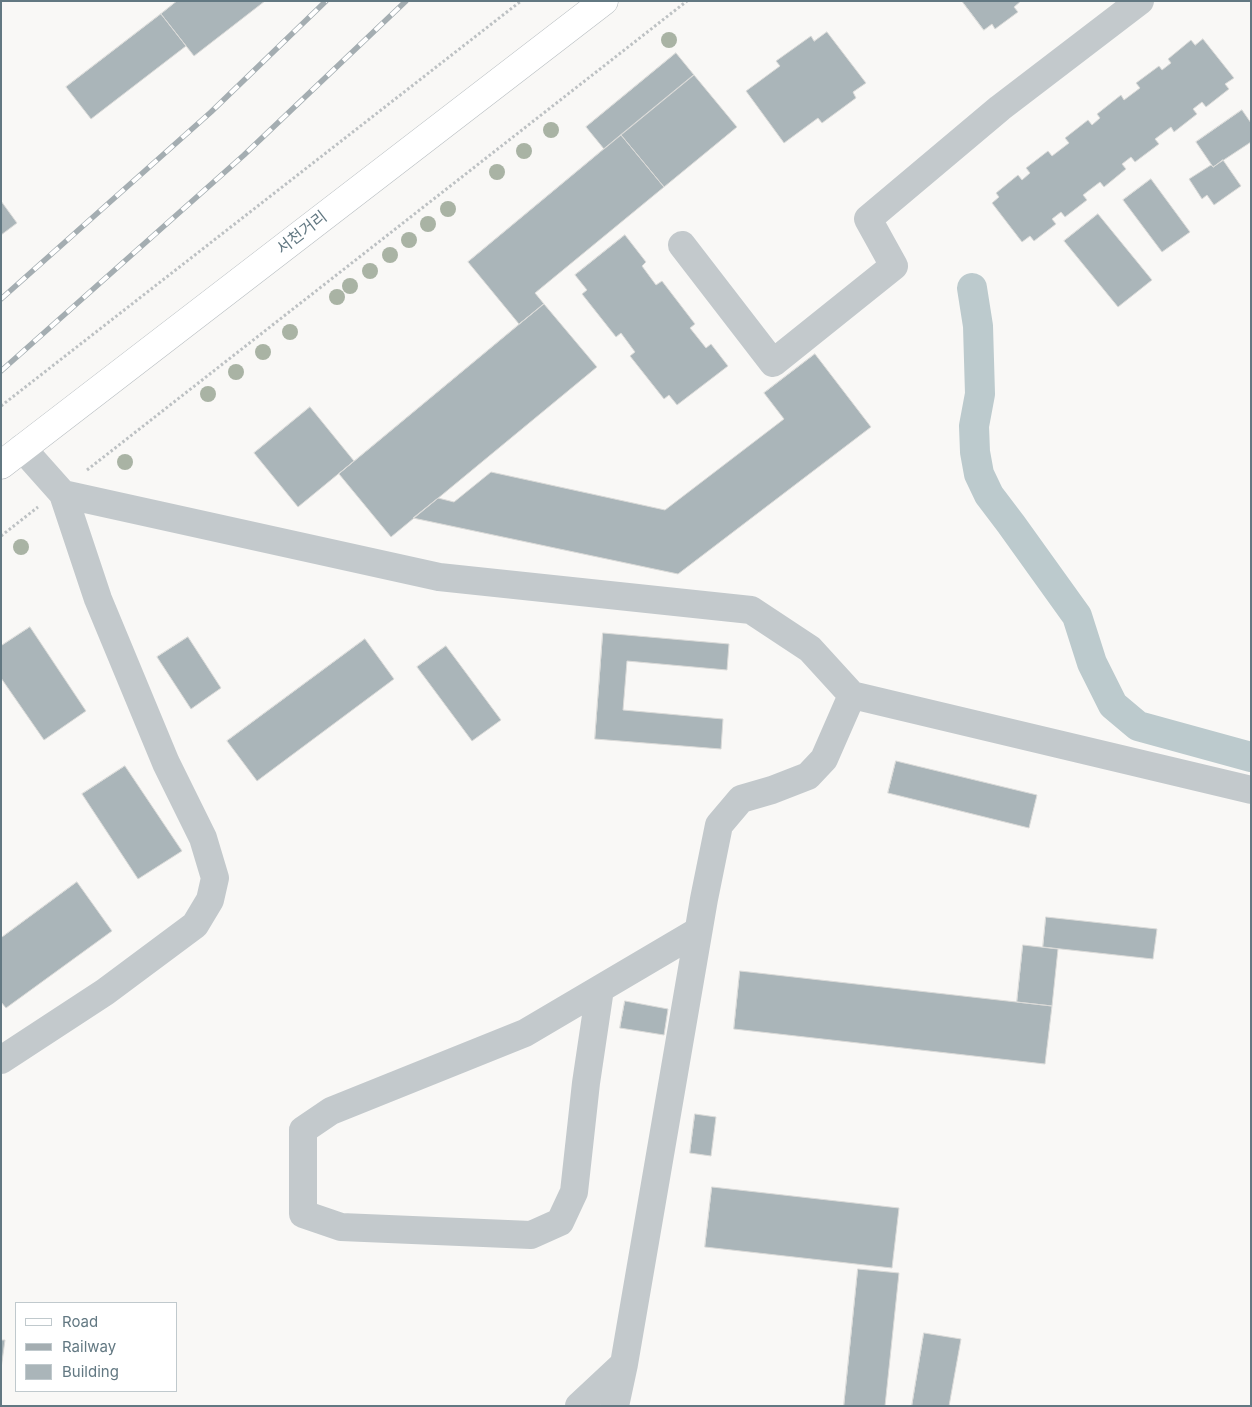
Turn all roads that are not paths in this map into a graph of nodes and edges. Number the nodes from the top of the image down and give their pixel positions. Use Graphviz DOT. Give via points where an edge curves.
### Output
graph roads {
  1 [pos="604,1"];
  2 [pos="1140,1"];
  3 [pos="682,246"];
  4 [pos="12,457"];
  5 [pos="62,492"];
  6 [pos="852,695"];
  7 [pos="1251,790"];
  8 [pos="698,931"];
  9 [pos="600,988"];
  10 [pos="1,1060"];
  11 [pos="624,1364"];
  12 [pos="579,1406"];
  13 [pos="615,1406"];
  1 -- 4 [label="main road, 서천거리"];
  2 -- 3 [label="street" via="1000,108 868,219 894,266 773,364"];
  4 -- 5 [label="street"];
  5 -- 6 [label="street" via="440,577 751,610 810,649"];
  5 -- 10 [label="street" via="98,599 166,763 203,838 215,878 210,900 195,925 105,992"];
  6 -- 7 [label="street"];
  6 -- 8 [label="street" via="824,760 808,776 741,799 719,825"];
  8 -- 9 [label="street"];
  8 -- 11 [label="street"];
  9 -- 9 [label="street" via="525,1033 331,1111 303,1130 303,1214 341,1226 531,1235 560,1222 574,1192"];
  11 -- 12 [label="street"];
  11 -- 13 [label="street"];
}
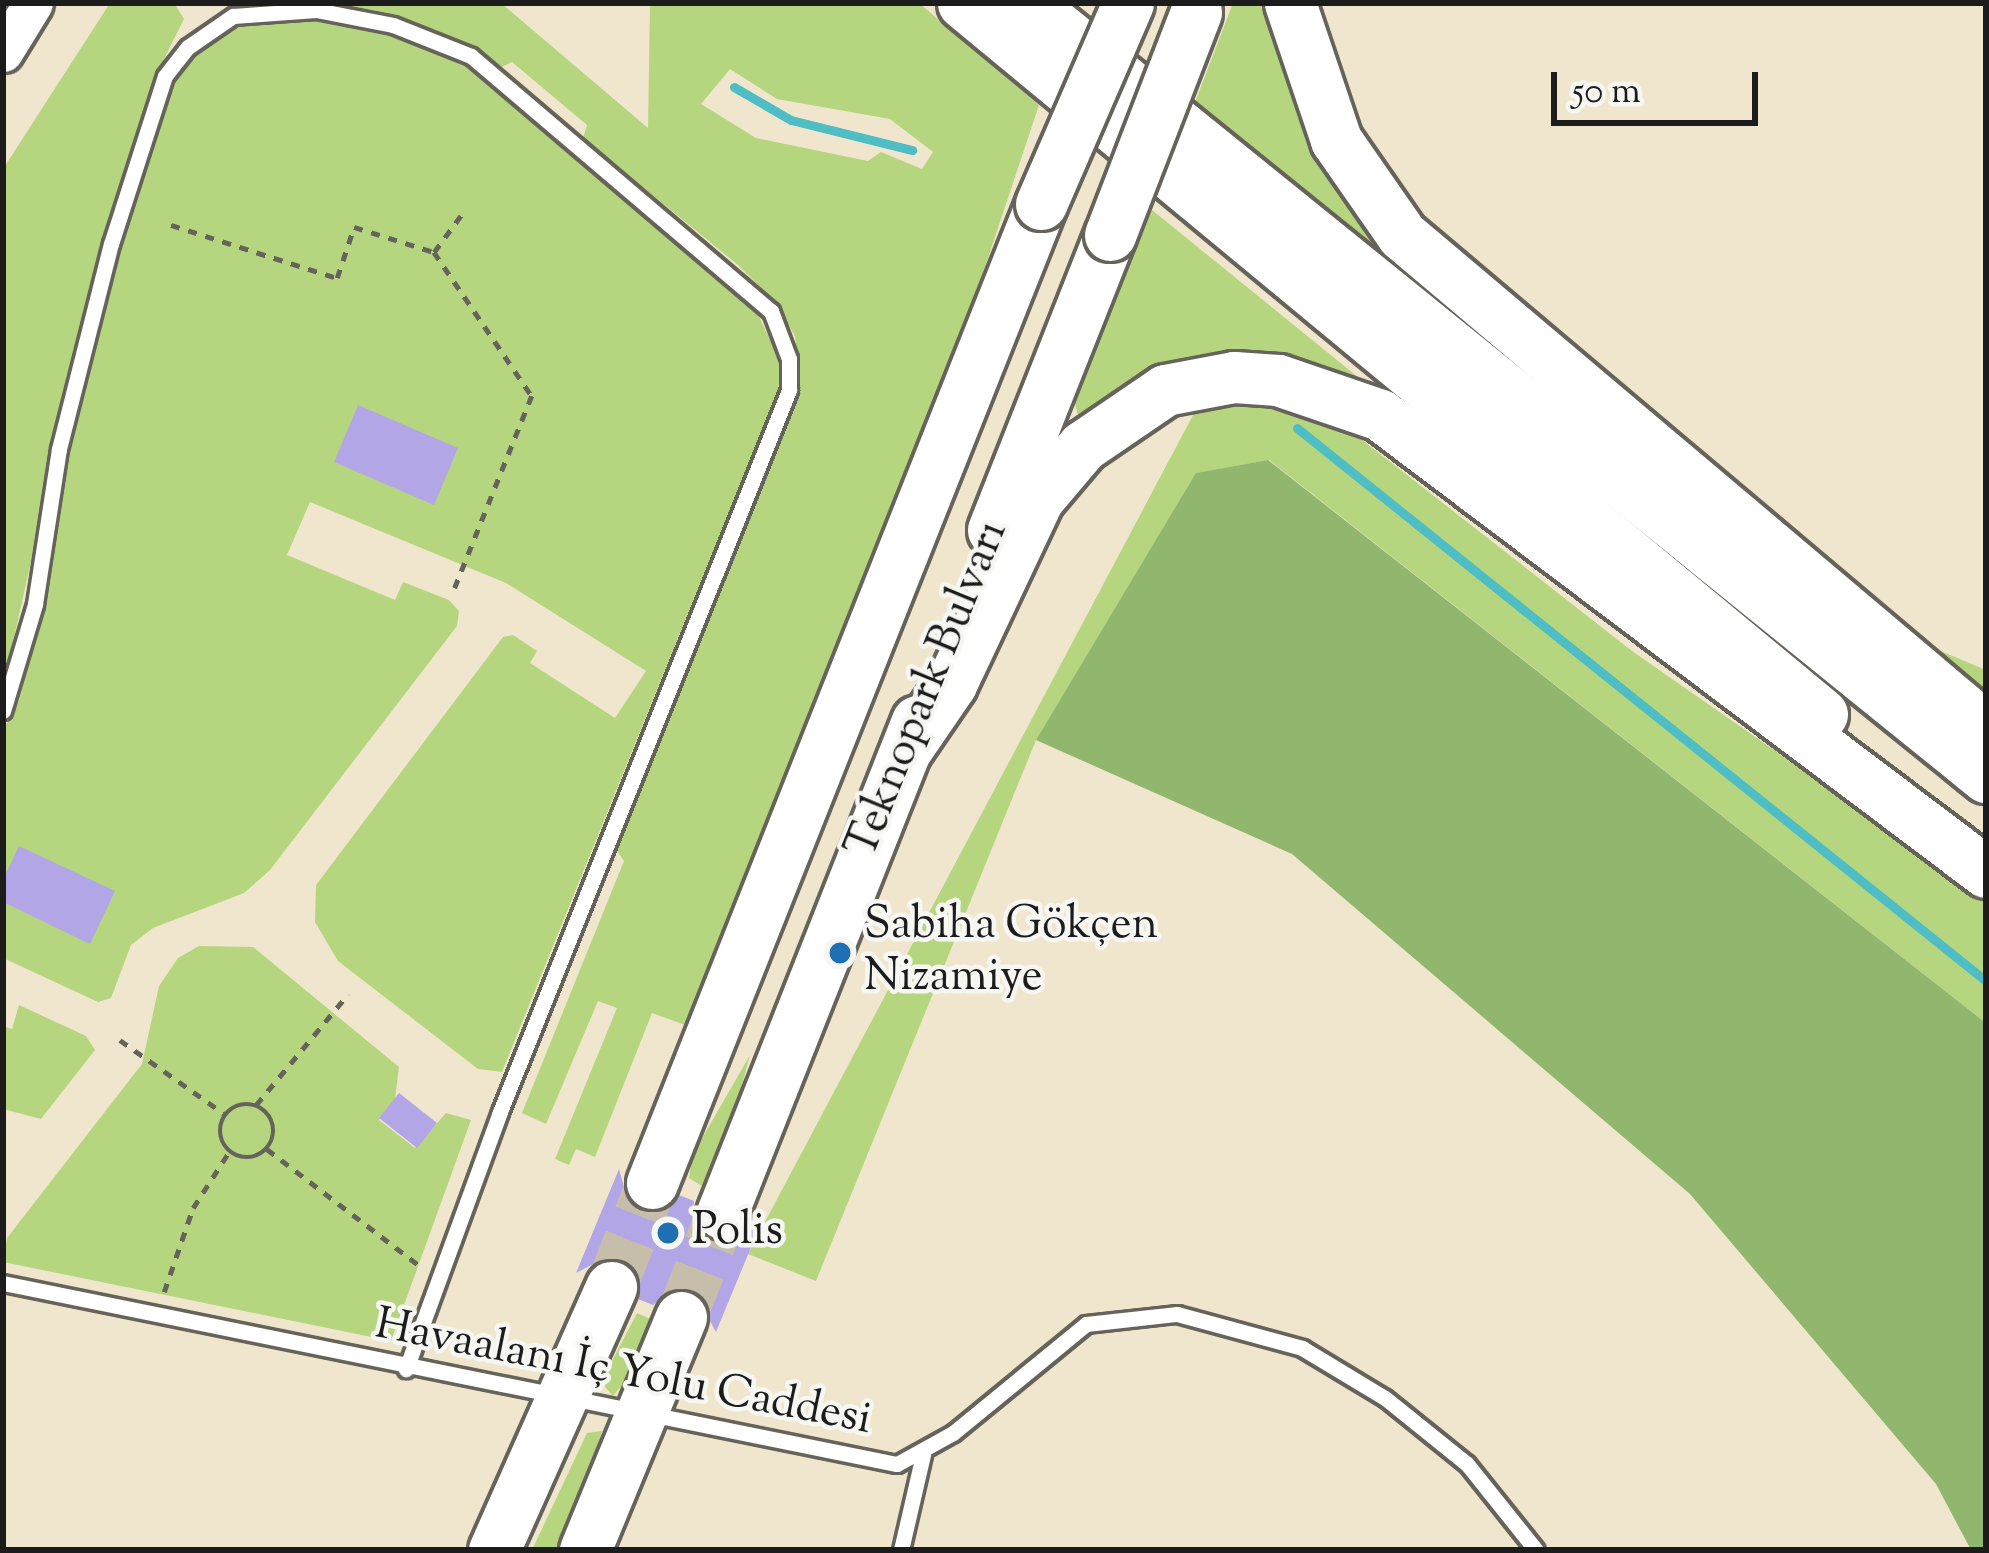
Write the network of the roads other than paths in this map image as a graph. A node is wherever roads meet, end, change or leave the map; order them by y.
--
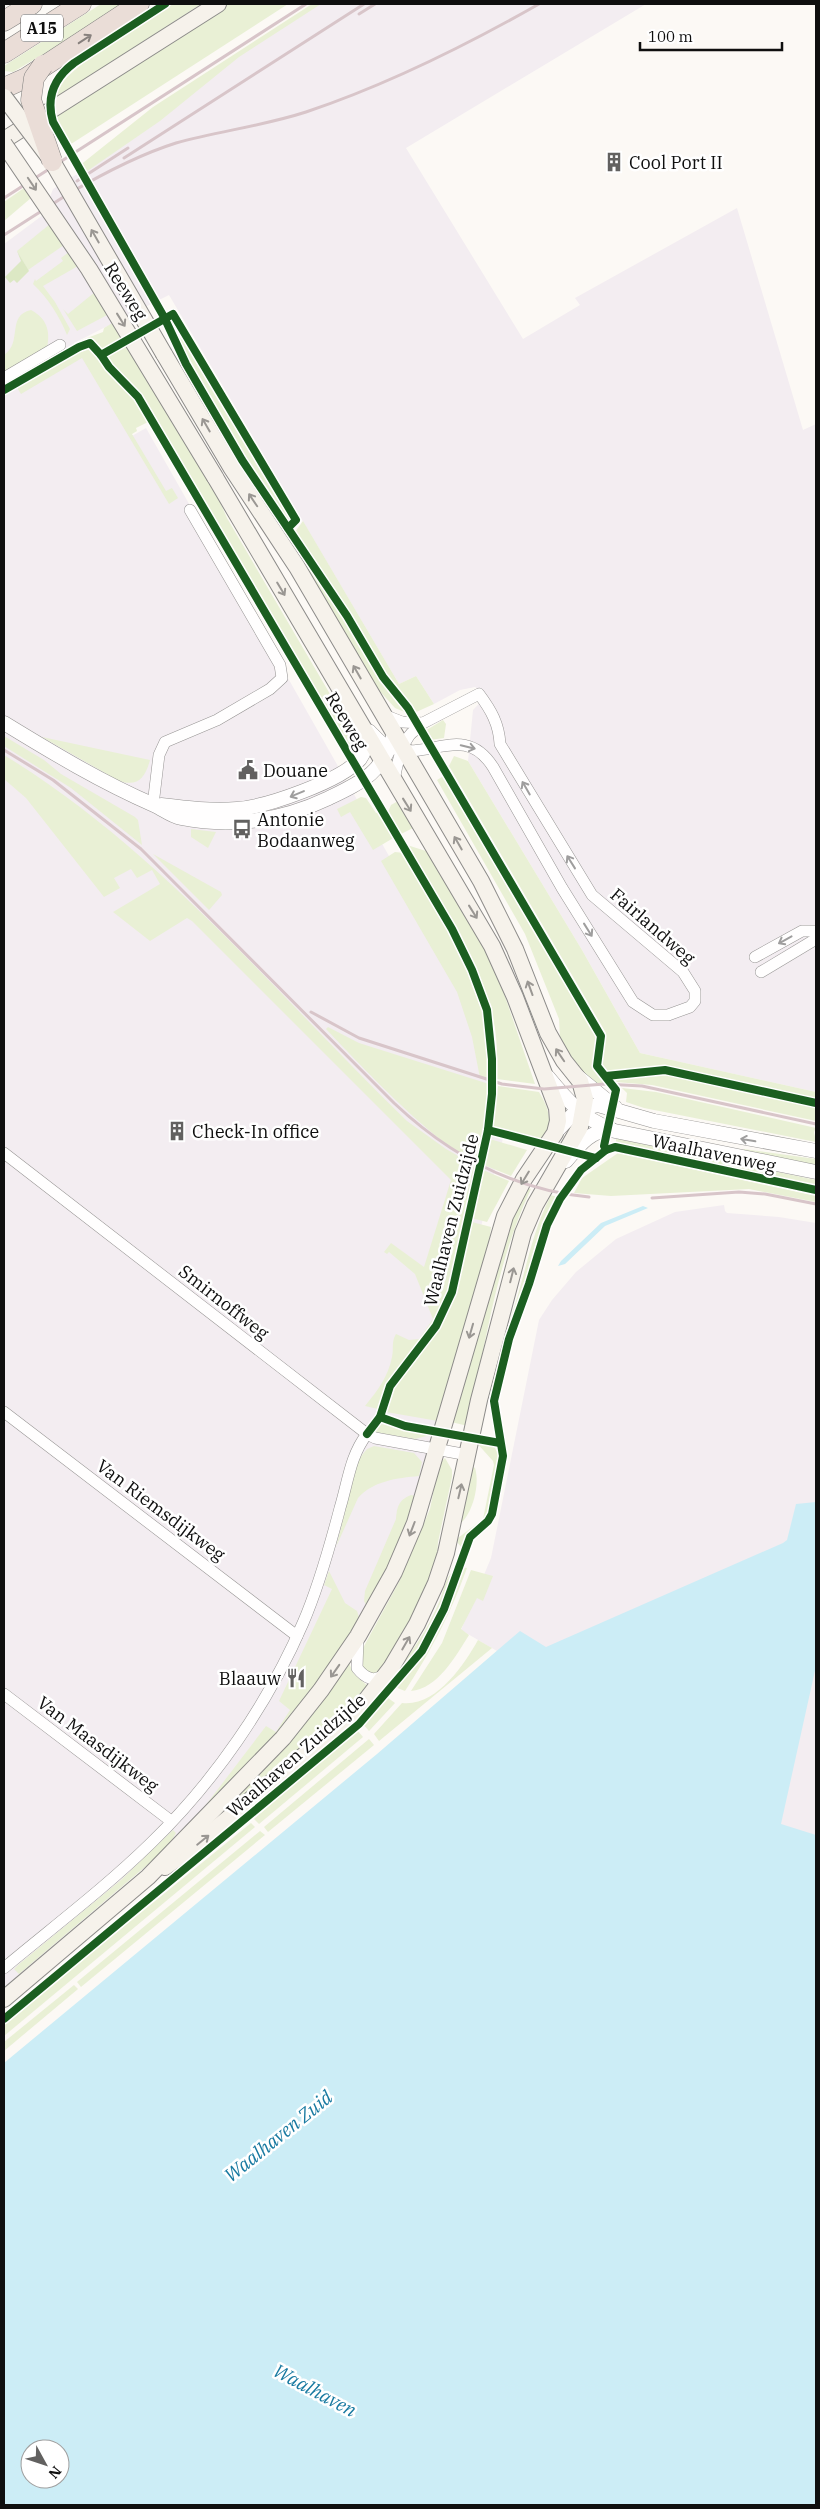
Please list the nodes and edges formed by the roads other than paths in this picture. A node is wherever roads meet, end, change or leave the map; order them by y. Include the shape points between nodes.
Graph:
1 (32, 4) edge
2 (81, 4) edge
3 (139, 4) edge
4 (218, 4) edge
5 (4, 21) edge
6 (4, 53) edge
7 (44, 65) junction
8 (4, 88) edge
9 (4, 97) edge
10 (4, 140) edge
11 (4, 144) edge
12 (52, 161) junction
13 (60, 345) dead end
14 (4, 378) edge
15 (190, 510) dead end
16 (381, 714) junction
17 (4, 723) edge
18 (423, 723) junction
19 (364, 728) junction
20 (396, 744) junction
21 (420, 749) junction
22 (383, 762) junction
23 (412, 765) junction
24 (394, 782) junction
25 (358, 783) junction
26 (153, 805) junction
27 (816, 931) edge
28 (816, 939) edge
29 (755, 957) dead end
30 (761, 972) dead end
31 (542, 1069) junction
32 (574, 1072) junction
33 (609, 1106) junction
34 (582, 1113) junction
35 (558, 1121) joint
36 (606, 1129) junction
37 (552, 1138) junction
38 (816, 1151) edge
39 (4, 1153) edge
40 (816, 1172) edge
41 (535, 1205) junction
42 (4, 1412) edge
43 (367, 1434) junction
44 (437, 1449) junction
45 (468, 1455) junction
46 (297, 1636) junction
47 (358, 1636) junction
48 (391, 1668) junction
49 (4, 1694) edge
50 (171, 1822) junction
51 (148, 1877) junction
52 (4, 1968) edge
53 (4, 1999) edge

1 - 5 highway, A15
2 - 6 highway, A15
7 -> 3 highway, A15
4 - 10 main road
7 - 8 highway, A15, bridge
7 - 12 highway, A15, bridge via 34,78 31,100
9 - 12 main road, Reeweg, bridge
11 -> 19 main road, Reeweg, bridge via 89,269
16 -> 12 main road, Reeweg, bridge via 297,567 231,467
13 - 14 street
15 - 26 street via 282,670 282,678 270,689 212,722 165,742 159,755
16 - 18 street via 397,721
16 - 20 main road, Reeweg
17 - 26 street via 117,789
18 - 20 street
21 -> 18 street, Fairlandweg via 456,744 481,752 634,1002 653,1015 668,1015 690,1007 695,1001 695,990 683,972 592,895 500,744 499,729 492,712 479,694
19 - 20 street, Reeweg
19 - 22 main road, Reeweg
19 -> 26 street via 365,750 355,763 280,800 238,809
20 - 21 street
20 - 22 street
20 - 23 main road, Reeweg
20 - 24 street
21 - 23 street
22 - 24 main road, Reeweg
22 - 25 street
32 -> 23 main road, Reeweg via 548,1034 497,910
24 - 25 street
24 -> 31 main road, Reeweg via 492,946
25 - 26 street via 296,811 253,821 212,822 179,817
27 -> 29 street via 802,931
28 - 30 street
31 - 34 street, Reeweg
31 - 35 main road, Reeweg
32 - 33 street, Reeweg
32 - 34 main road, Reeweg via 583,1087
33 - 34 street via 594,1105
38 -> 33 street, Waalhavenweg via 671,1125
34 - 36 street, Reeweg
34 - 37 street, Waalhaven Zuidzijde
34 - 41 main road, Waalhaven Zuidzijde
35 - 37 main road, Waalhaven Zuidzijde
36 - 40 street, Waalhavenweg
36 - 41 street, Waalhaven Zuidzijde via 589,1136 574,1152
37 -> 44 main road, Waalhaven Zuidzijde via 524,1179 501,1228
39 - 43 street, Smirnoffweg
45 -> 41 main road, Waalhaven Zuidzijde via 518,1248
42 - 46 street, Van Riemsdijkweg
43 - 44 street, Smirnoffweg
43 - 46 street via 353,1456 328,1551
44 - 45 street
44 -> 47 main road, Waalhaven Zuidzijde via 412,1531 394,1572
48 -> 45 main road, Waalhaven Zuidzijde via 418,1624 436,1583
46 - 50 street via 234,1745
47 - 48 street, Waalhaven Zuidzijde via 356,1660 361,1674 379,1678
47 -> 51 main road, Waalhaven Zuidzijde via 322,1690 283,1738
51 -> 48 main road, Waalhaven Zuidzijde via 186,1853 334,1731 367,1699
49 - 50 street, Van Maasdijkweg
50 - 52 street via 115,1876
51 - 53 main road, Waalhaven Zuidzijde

**What you will do:**
All lines of the records above that carry the word "image" should be listed.

**Result of this exercise:**
Turn all roads that are not paths in this map into a graph of nodes and edges. Number the nodes from the top of the image down and give their pixel positions. Use Graphviz DOT. Give via points where an edge curves.
Write the network of the roads other than paths in this map image as a graph. A node is wherever roads meet, end, change or leave the map; order them by y.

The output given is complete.